Erik Griswold, in Prepared to Explore, writes “I’ve been searching out the music of the prepared piano, ‘sounding the instrument’ in cascading textural improvisations, trying to create music which is borne completely of the medium …”
Jessica Aszodi, in Vocal entanglements, tells us “I am a singer … For two months in 2013, I was a fellow of the Tanglewood Music Center in Massachusetts, USA, where I performed in a number of projects …”
Louise Denson, in Music at the end of my street, comes to realize that “The coalescence of time, space, contemplation and habit that I experience every time I go for a walk, creates the music in my life.”

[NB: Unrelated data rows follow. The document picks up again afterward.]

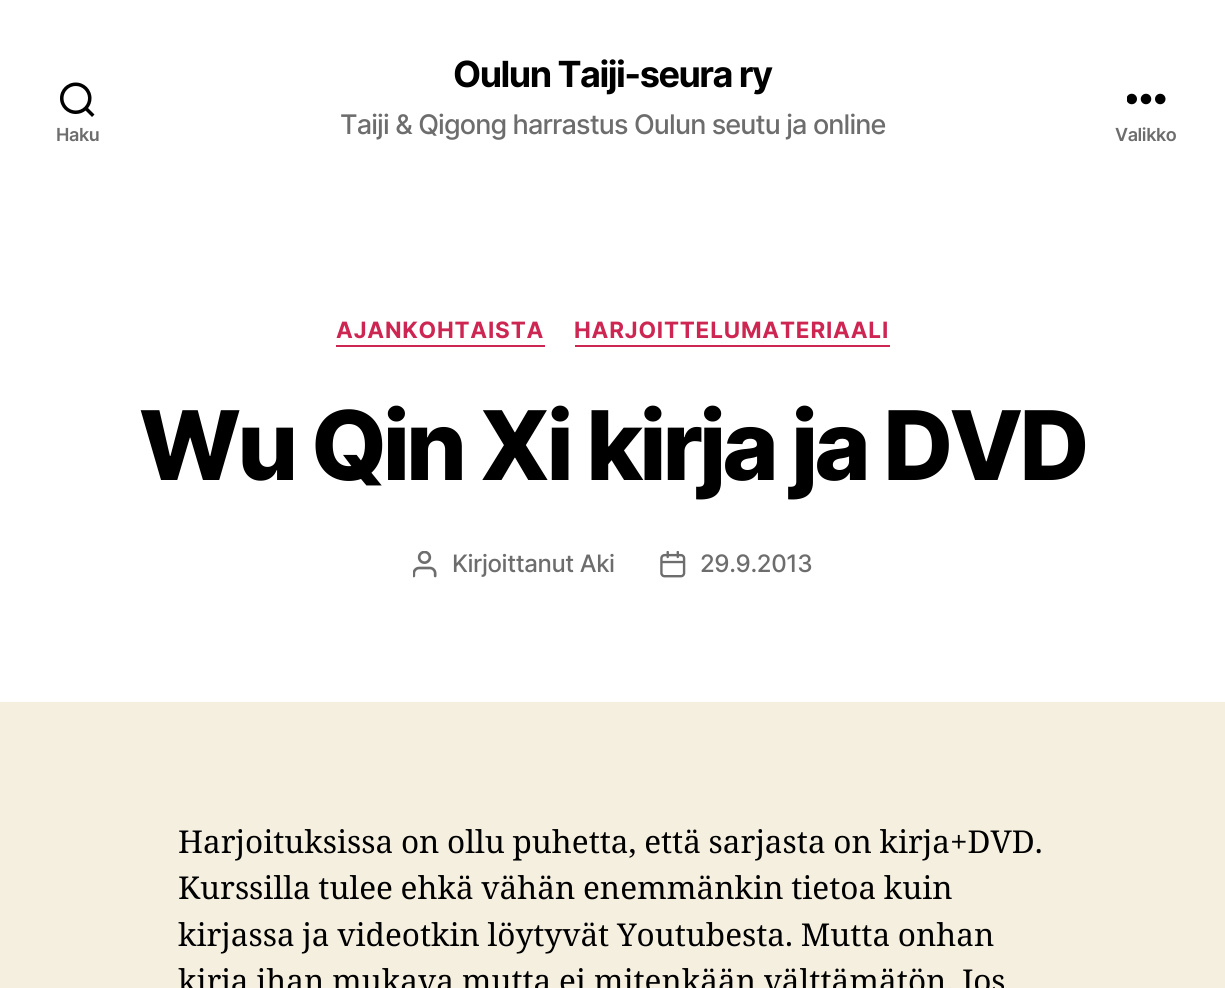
import math
import cairo

surface = cairo.ImageSurface(cairo.FORMAT_RGB24, 1225, 988)
c = cairo.Context(surface)
options = cairo.FontOptions()
options.set_hint_metrics(cairo.HINT_METRICS_OFF)
options.set_hint_style(cairo.HINT_STYLE_NONE)
c.set_font_options(options)
c.set_miter_limit(4)
def C(code):
 c.set_source_rgb(*(v / 255 for v in bytes.fromhex(code[-6:])))
def F(family, size, italic, bold):
 c.select_font_face(family, cairo.FONT_SLANT_ITALIC if italic else cairo.FONT_SLANT_NORMAL, cairo.FONT_WEIGHT_BOLD if bold else cairo.FONT_WEIGHT_NORMAL)
 c.set_font_size(size)
def L(x, y, s, letter, word):
 c.move_to(x, y)
 for ch in s:
  c.show_text(ch)
  c.rel_move_to(letter + word * (ch == ' '), 0)
def R(x, y, w, h):
 c.rectangle(x, y, w, h)
 c.fill()
def I(path, x, y, w, h):
 c.save()
 c.set_source_surface(cairo.ImageSurface.create_from_png(path), x, y)
 c.rectangle(x, y, w, h)
 c.fill()
 c.restore()
C('f5efe0')
c.paint()
C('ffffff')
R(0,0,1225,702)
I('1.png',60,82,35,35)
F('Inter SemiBold',18,0,0)
C('6d6d6d')
L(56,141,'Haku',-.4,0)
F('Inter',36,0,1)
C('000000')
L(453,87,'Oulun Taiji-seura ry',-1.5,0)
F('Inter Medium',27,0,0)
C('6d6d6d')
L(340,134,'Taiji & Qigong harrastus Oulun seutu ja online',-.85,0)
I('2.png',1127,93,39,12)
F('Inter SemiBold',18,0,0)
L(1115,141,'Valikko',-.4,0)
C('cd2653')
R(336,345,209,2)
F('Inter',22.5,0,1)
L(336,338,'AJANKOHTAISTA',.8,0)
R(575,345,315,2)
L(574,338,'HARJOITTELUMATERIAALI',.8,0)
F('Inter ExtraBold',96,0,0)
C('000000')
L(139,480,'Wu Qin Xi kirja ja DVD',-4,0)
I('3.png',413,551,24,27)
F('Inter Medium',24,0,0)
C('6d6d6d')
L(452,572,'Kirjoittanut Aki',-.4,0)
I('4.png',660,551,26,27)
L(700,572,'29.9.2013',-.4,0)
F('Noto Serif',31.5,0,0)
C('000000')
L(178,853,'Harjoituksissa on ollu puhetta, että sarjasta on kirja+DVD.',0,-.5)
L(178,899,'Kurssilla tulee ehkä vähän enemmänkin tietoa kuin',0,-.5)
L(178,946,'kirjassa ja videotkin löytyvät Youtubesta. Mutta onhan',0,-.5)
L(178,992,'kirja ihan mukava mutta ei mitenkään välttämätön. Jos',0,-.5)
surface.write_to_png('o.png')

Kim Cunio discusses bearing witness and music composition. “Informed by this sensibility,” he points out, “bearing witness in music research is something that can be framed into two simple questions …”
Leah Barclay, in Sounding Zameen, writes that “Zameen is a Hindi word meaning ‘land’. It is a word that has become synonymous with the damming of the Narmada River in North India. To date over 30 million people have been internally displaced …”
Toby Wren writes in Rich and Famous that the title Rich and Famous is a composition, improvisation, and performance project that fuses elements of Carnatic music (South Indian classical) with contemporary jazz harmony and instrumentation.”